This week, in fact Friday, marks the two year anniversary of having left my career in advertising working as a project manager and becoming self-employed. In those two years I’ve been working as a social media manager and parenting blogger, as well as having another baby, moving house and undertaking a huge house renovation.
Even though I’ve been running this gig and working for myself for two years, I still struggle to know what to call myself. Am I a stay-at-home-mum, a part-time stay-at-home-mum, a work-at-home-mum, a social media manager, a blogger, a parenting blogger? Who knows. I guess I’m all those titles all rolled into one. 730 days later and I still don’t know.
However one of the things I still struggle with today is telling people what I do. I basically split my working time 50/50 between the social media side of the business and the blogging side. That obviously changes depending on my workload, but that’s what I try to do. Even though it’s a job, and it does provide an income, it still doesn’t feel like a real job, and I guess that’s because I’m juggling it all with bringing up two children at the same time.
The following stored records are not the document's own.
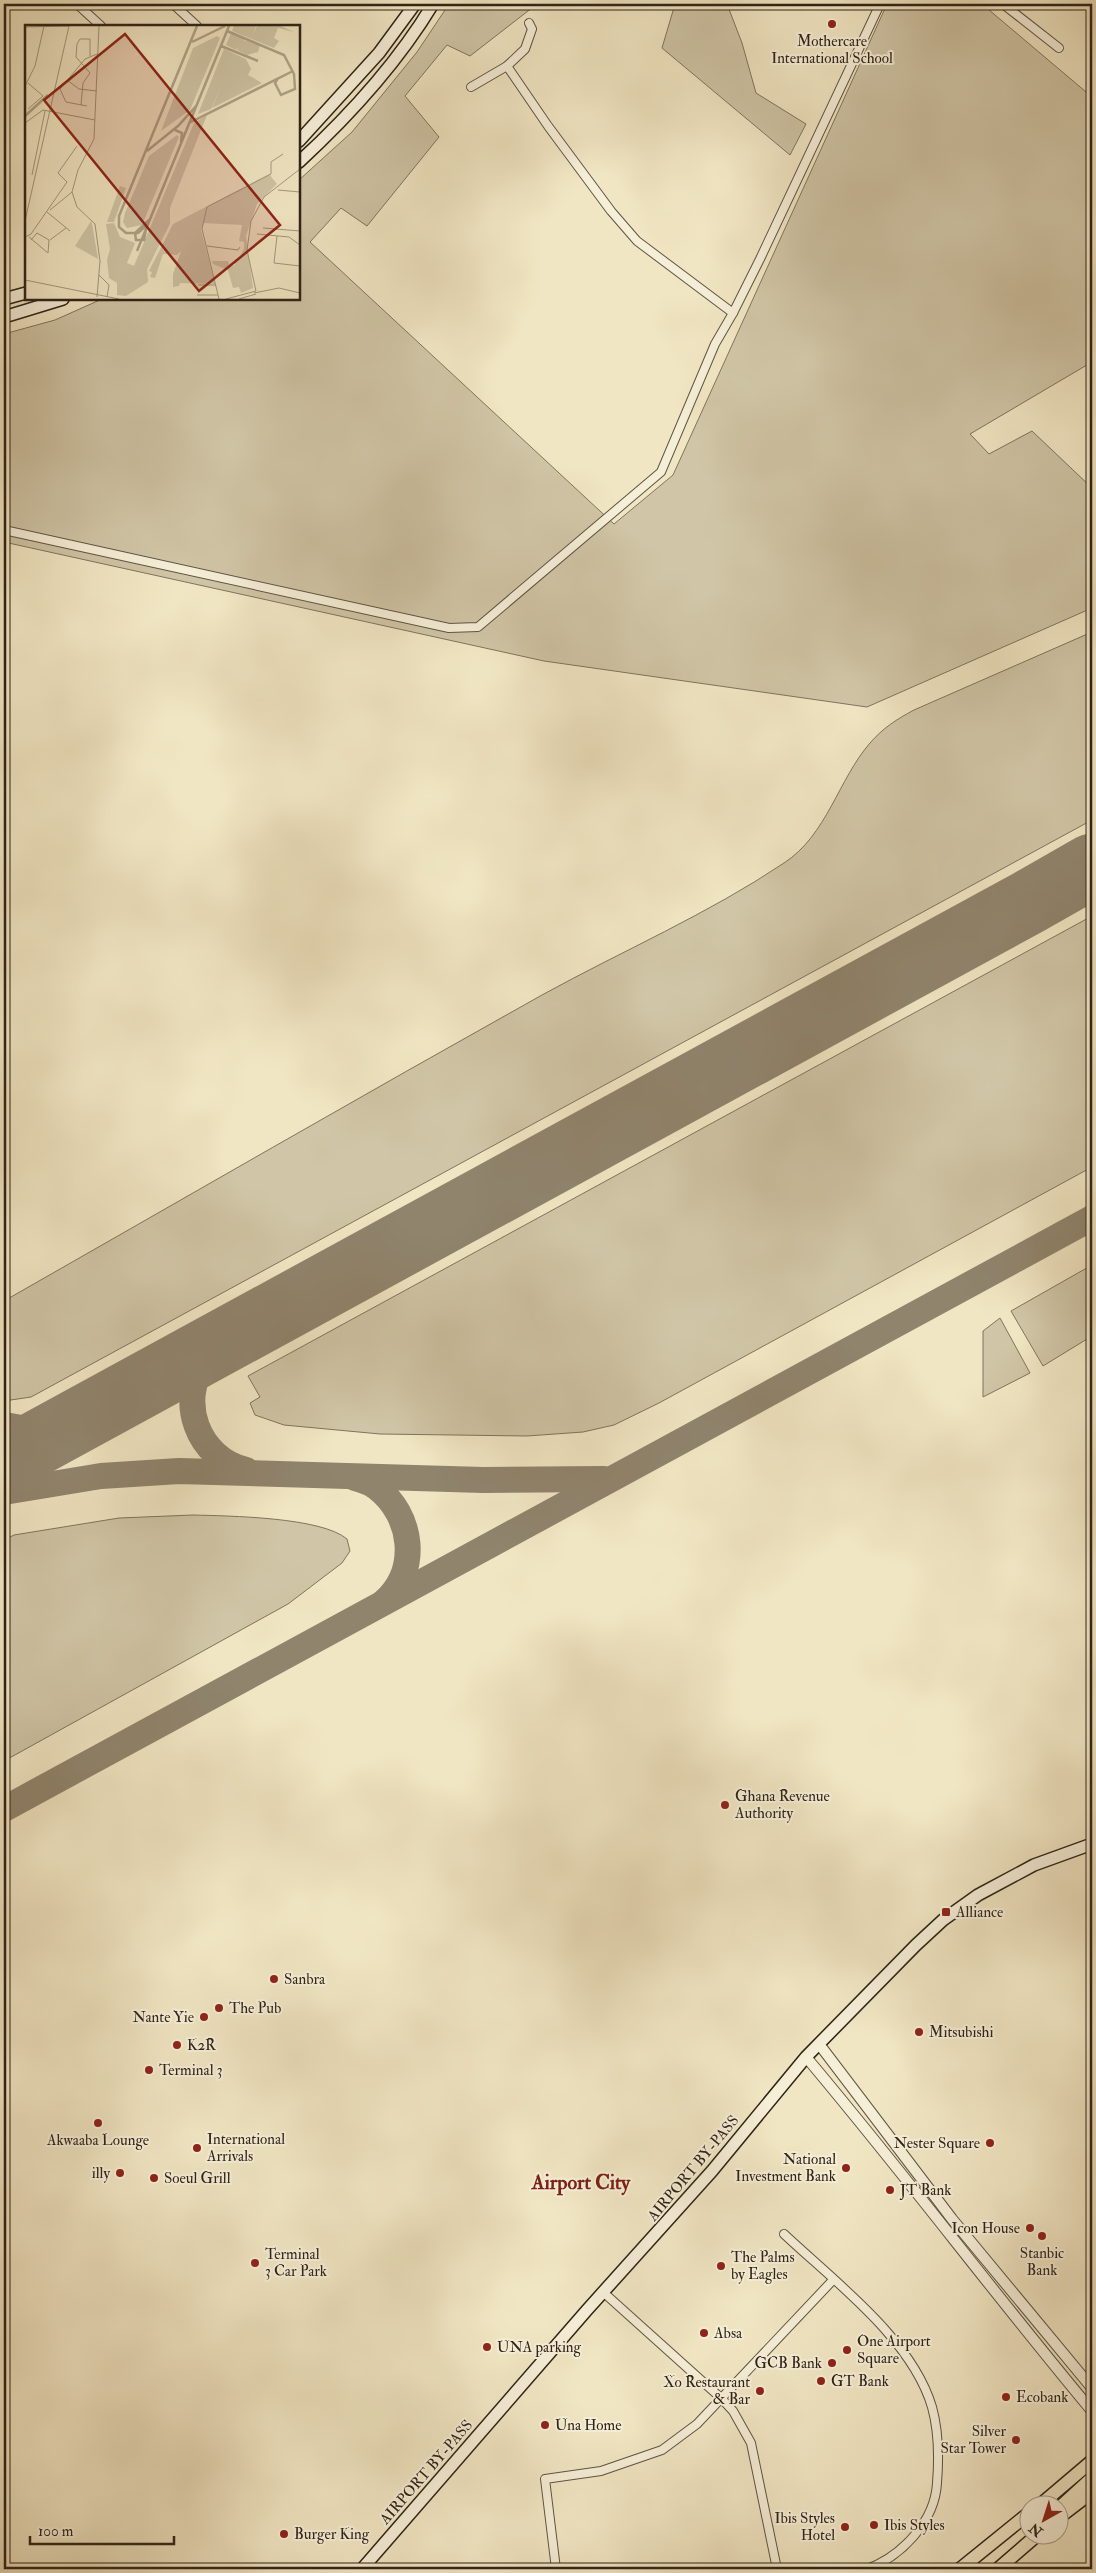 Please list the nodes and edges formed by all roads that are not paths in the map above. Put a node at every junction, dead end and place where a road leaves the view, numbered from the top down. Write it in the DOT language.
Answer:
graph roads {
  1 [pos="77,4"];
  2 [pos="173,4"];
  3 [pos="415,4"];
  4 [pos="433,4"];
  5 [pos="880,4"];
  6 [pos="1003,4"];
  7 [pos="528,23"];
  8 [pos="100,25"];
  9 [pos="196,25"];
  10 [pos="1059,48"];
  11 [pos="507,66"];
  12 [pos="471,87"];
  13 [pos="300,140"];
  14 [pos="300,161"];
  15 [pos="25,293"];
  16 [pos="4,299"];
  17 [pos="60,300"];
  18 [pos="733,313"];
  19 [pos="4,317"];
  20 [pos="4,530"];
  21 [pos="1092,1844"];
  22 [pos="819,2044"];
  23 [pos="806,2057"];
  24 [pos="784,2234"];
  25 [pos="833,2280"];
  26 [pos="604,2292"];
  27 [pos="1092,2388"];
  28 [pos="722,2399"];
  29 [pos="1092,2411"];
  30 [pos="1092,2461"];
  31 [pos="1092,2478"];
  32 [pos="1092,2492"];
  33 [pos="1051,2496"];
  34 [pos="1068,2500"];
  35 [pos="1068,2510"];
  36 [pos="1018,2522"];
  37 [pos="1024,2546"];
  38 [pos="362,2569"];
  39 [pos="556,2569"];
  40 [pos="777,2569"];
  41 [pos="867,2569"];
  42 [pos="960,2569"];
  43 [pos="998,2569"];
  1 -- 8 [label="street"];
  2 -- 9 [label="street"];
  3 -- 13 [label="main road"];
  4 -- 14 [label="main road"];
  5 -- 18 [label="street"];
  6 -- 10 [label="street"];
  7 -- 11 [label="street"];
  11 -- 12 [label="street"];
  11 -- 18 [label="street"];
  15 -- 16 [label="main road"];
  17 -- 19 [label="main road"];
  18 -- 20 [label="street"];
  21 -- 22 [label="main road, AIRPORT BY-PASS"];
  22 -- 23 [label="main road, AIRPORT BY-PASS"];
  22 -- 27 [label="street"];
  23 -- 26 [label="main road, AIRPORT BY-PASS"];
  23 -- 29 [label="street"];
  24 -- 25 [label="street"];
  25 -- 28 [label="street"];
  25 -- 41 [label="street"];
  26 -- 28 [label="street"];
  26 -- 38 [label="main road, AIRPORT BY-PASS"];
  28 -- 39 [label="street"];
  28 -- 40 [label="street"];
  30 -- 33 [label="highway"];
  31 -- 34 [label="highway"];
  32 -- 35 [label="highway"];
  36 -- 42 [label="highway"];
  37 -- 43 [label="highway"];
} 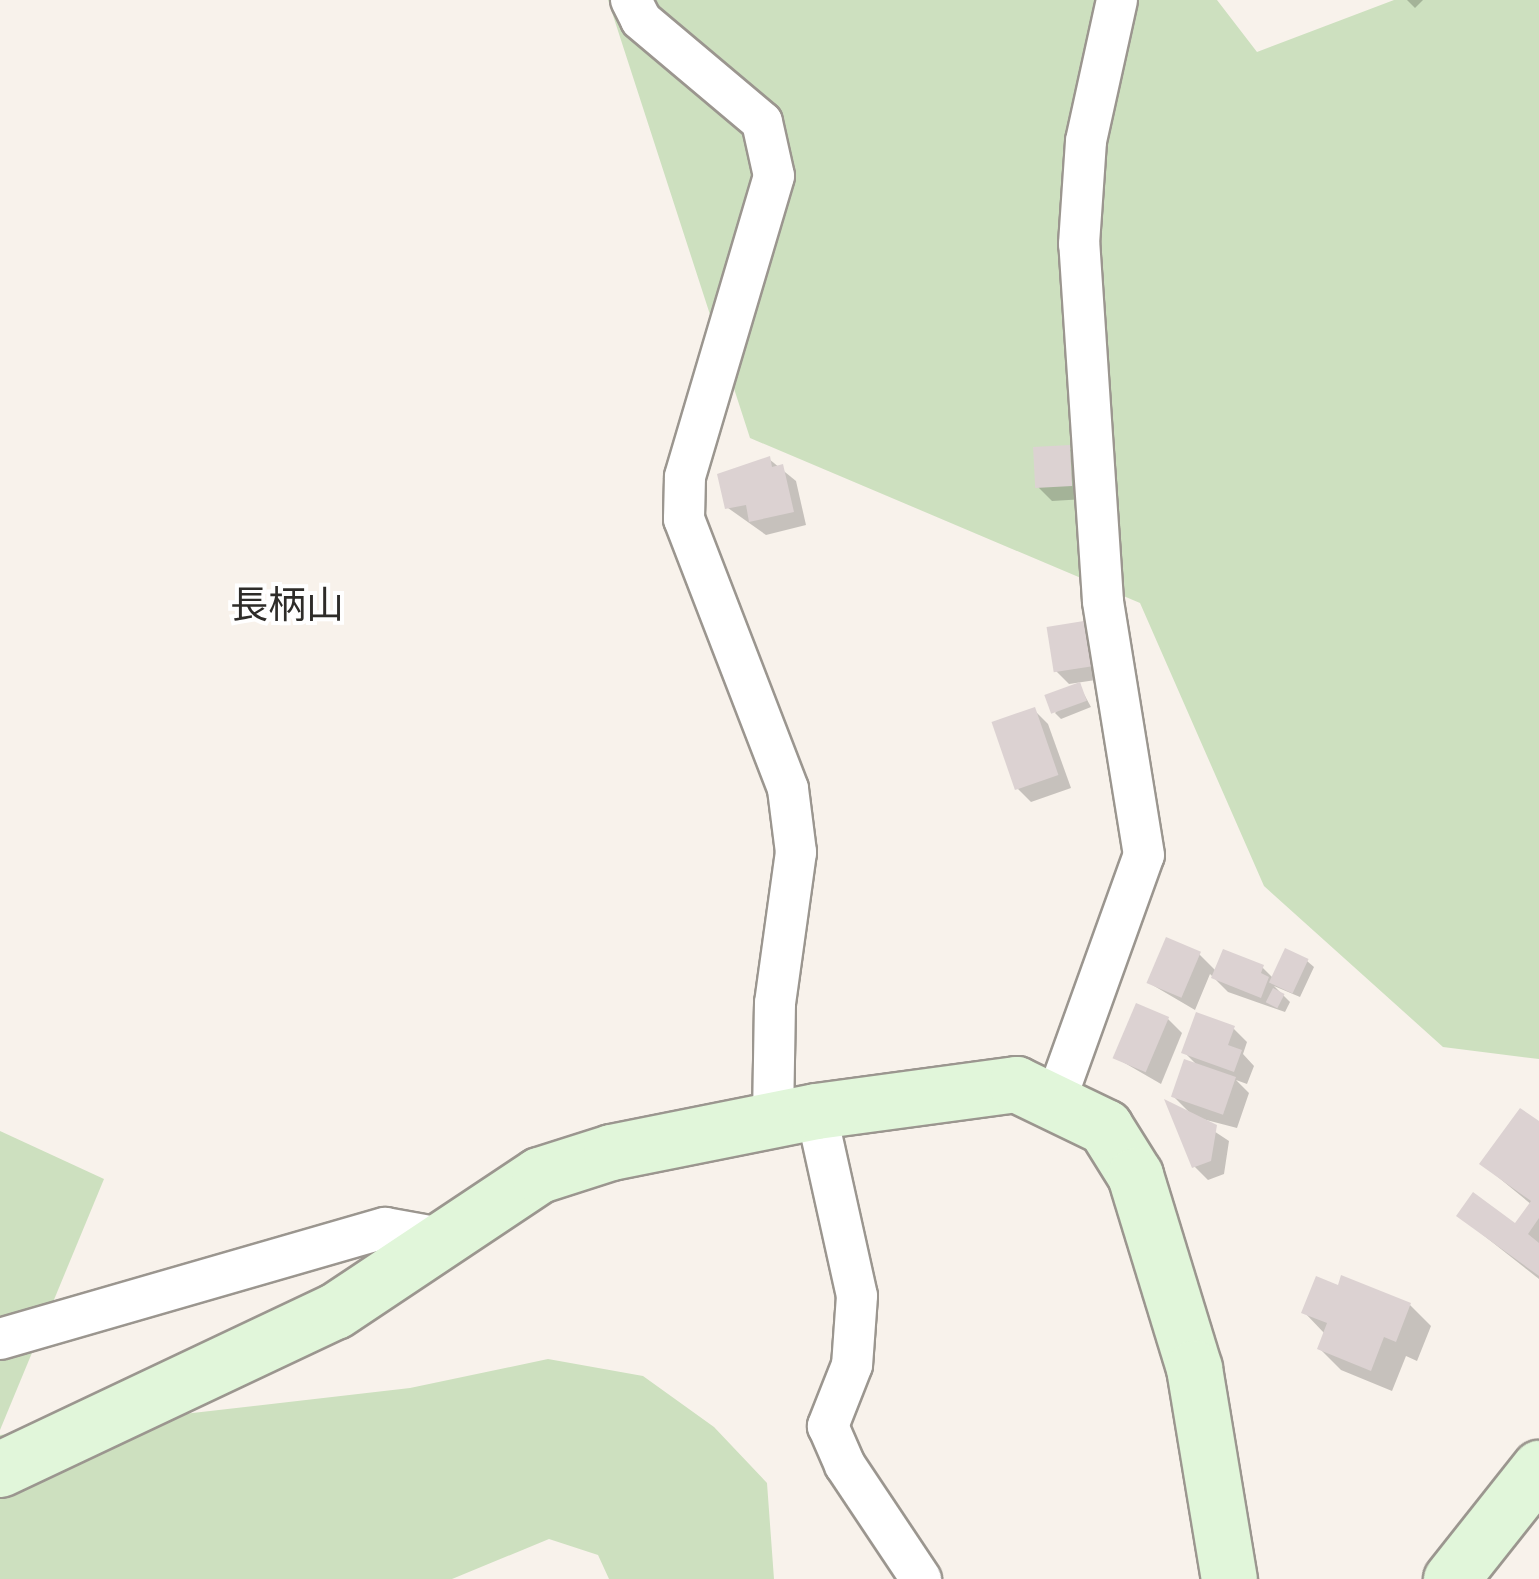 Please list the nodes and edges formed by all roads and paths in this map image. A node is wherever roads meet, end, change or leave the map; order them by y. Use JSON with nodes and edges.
{"nodes":[{"id":1,"x":630,"y":0,"type":"edge"},
{"id":2,"x":1117,"y":0,"type":"edge"},
{"id":3,"x":1056,"y":1099,"type":"junction"},
{"id":4,"x":794,"y":1116,"type":"junction"},
{"id":5,"x":446,"y":1239,"type":"junction"},
{"id":6,"x":0,"y":1340,"type":"edge"},
{"id":7,"x":1539,"y":1468,"type":"edge"},
{"id":8,"x":0,"y":1470,"type":"edge"},
{"id":9,"x":921,"y":1579,"type":"edge"},
{"id":10,"x":1230,"y":1579,"type":"edge"},
{"id":11,"x":1451,"y":1579,"type":"edge"}],
"edges":[{"from":1,"to":4,"type":"street"},
{"from":2,"to":3,"type":"street"},
{"from":3,"to":4,"type":"street"},
{"from":3,"to":10,"type":"street"},
{"from":4,"to":5,"type":"street"},
{"from":4,"to":9,"type":"street"},
{"from":5,"to":6,"type":"street"},
{"from":5,"to":8,"type":"street"},
{"from":7,"to":11,"type":"street"}]}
One of things that annoys me slightly is that people expect me to be on maternity leave with Bertie, which makes me feel like I haven’t got a proper job. I’ve lost count of the amount of times I’ve been asked “So when are you going back to work?” In fact there has been no maternity leave this time round, I haven’t stopped. I continued to work whilst recovering from my second c-section, all made possible by the fact that I can work from the mobile phone.
I know that I am incredibly lucky to be in this position, to be able to work when I want, to make sure that my own deadlines and work deadlines are being met. I know that if I still worked in advertising my maternity leave would be over, or I would be preparing to go back to work imminently which quite frankly I know that I wouldn’t be able to do with two children. So in that respect I am really lucky.
Anyway I digress. It still leaves me with this feeling of what do I do. Is it the imposter syndrome sneaking again, or is the fact that I have multiple roles, or is it because I’m not really sure myself.
When I’m asked what I do I always start with freelance social media manager, followed up with parenting blogger. The parenting blogger gets the most comments as it’s not very often people meet one of these. I’ll then be asked if I get loads of free stuff. The answer is no, nothing comes for free.
It’s a tough one. I think it’s down to the fact that being a work at home mum with a job can be a really difficult role to define, and is often overlapped with the traditional roles of being at home. In my case I have many jobs – working for myself, looking after my children, looking after the home, being an interior designer, and on top of that I have my two actual jobs, actually three jobs as I write blog posts for my client too.
So as you can see from reading this blog post, two years down the line even I have trouble putting a job title on myself. However that doesn’t matter. What I do brings in enough money for me to comfortably live, for me to use all my skills that I have acquired from ten years working in advertising and completing the Digital Mums course, and for me to contribute towards the household and those dreaded nursery bills. Plus it gives me something to do and a means to escape the humdrum of being a full-time stay-at-home-mum, because right now until Bertie starts nursery in September when Freya starts school I am also a full-time stay-at-home-mum with a work-at-home mum title on top.
Does anyone feel as confused as I do about their job title as I do? I would love to hear how you describe what you do.